PROBLEM TO WORK ON:
Every line in the entries where "roads" is found should be copied.

[Dataset entries]
• • • •
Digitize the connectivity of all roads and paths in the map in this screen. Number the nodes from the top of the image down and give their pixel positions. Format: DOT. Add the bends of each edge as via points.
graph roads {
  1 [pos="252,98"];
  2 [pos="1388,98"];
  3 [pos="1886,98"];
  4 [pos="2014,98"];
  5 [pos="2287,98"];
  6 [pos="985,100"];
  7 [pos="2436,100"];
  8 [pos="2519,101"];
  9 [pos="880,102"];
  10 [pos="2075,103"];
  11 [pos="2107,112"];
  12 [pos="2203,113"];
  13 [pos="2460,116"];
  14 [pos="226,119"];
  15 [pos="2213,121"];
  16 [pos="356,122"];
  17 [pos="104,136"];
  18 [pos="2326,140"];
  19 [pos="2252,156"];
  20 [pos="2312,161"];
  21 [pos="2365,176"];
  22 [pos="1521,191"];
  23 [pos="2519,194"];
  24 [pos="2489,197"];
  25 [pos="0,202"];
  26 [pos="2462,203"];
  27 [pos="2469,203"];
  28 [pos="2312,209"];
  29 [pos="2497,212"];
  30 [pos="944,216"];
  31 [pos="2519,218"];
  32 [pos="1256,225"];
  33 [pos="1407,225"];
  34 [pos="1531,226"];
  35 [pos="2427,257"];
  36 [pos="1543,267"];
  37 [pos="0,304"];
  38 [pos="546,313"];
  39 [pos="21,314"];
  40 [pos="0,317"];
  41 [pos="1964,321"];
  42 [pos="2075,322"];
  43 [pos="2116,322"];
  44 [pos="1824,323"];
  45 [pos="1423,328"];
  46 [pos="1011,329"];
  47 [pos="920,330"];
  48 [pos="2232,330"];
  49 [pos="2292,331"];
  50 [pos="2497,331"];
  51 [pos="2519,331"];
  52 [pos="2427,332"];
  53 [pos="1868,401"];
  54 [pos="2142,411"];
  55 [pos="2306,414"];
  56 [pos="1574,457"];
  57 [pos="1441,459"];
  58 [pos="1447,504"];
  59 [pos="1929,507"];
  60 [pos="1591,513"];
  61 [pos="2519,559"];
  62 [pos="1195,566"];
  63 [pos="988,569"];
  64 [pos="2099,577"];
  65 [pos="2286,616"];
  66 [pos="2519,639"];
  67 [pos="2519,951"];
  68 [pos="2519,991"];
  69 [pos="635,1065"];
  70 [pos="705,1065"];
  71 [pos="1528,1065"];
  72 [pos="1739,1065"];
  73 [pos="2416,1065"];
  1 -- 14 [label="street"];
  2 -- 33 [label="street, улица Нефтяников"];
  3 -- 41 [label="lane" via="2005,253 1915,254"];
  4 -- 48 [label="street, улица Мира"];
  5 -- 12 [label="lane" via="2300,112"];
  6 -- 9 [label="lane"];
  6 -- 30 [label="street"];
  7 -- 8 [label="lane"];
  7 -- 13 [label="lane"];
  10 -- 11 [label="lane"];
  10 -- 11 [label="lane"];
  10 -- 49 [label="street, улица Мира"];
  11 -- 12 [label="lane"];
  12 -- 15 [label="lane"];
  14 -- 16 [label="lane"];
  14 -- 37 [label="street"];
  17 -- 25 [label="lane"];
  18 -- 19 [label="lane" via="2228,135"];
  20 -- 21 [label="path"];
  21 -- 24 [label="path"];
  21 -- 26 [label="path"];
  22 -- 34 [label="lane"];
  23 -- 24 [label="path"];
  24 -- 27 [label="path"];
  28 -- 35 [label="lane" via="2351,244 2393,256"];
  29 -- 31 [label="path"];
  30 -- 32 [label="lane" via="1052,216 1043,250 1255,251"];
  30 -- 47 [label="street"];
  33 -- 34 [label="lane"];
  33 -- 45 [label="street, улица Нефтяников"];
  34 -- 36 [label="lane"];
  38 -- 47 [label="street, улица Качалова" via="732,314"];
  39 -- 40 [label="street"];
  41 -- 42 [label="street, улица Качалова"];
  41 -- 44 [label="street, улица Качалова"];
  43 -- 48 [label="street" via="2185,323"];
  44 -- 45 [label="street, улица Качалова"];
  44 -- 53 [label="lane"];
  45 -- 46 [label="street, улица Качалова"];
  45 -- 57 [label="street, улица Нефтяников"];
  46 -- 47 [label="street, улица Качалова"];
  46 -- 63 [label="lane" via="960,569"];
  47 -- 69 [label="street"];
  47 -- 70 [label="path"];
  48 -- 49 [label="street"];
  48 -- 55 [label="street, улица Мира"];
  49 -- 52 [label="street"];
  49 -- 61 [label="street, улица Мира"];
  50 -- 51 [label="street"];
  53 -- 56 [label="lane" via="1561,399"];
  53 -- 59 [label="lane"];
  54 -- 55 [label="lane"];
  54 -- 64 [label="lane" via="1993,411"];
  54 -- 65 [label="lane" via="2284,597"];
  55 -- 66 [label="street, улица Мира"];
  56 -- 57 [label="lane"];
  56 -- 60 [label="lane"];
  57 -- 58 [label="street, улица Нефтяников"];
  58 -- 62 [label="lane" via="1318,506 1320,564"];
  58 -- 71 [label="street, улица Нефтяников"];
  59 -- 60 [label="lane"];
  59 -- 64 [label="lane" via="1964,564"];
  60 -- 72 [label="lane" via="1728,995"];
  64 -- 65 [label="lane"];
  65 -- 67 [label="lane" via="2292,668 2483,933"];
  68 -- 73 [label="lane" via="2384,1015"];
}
• • • •
RESULT OF THE EXERCISE:
Digitize the connectivity of all roads and paths in the map in this screen. Number the nodes from the top of the image down and give their pixel positions. Format: DOT. Add the bends of each edge as via points.
graph roads {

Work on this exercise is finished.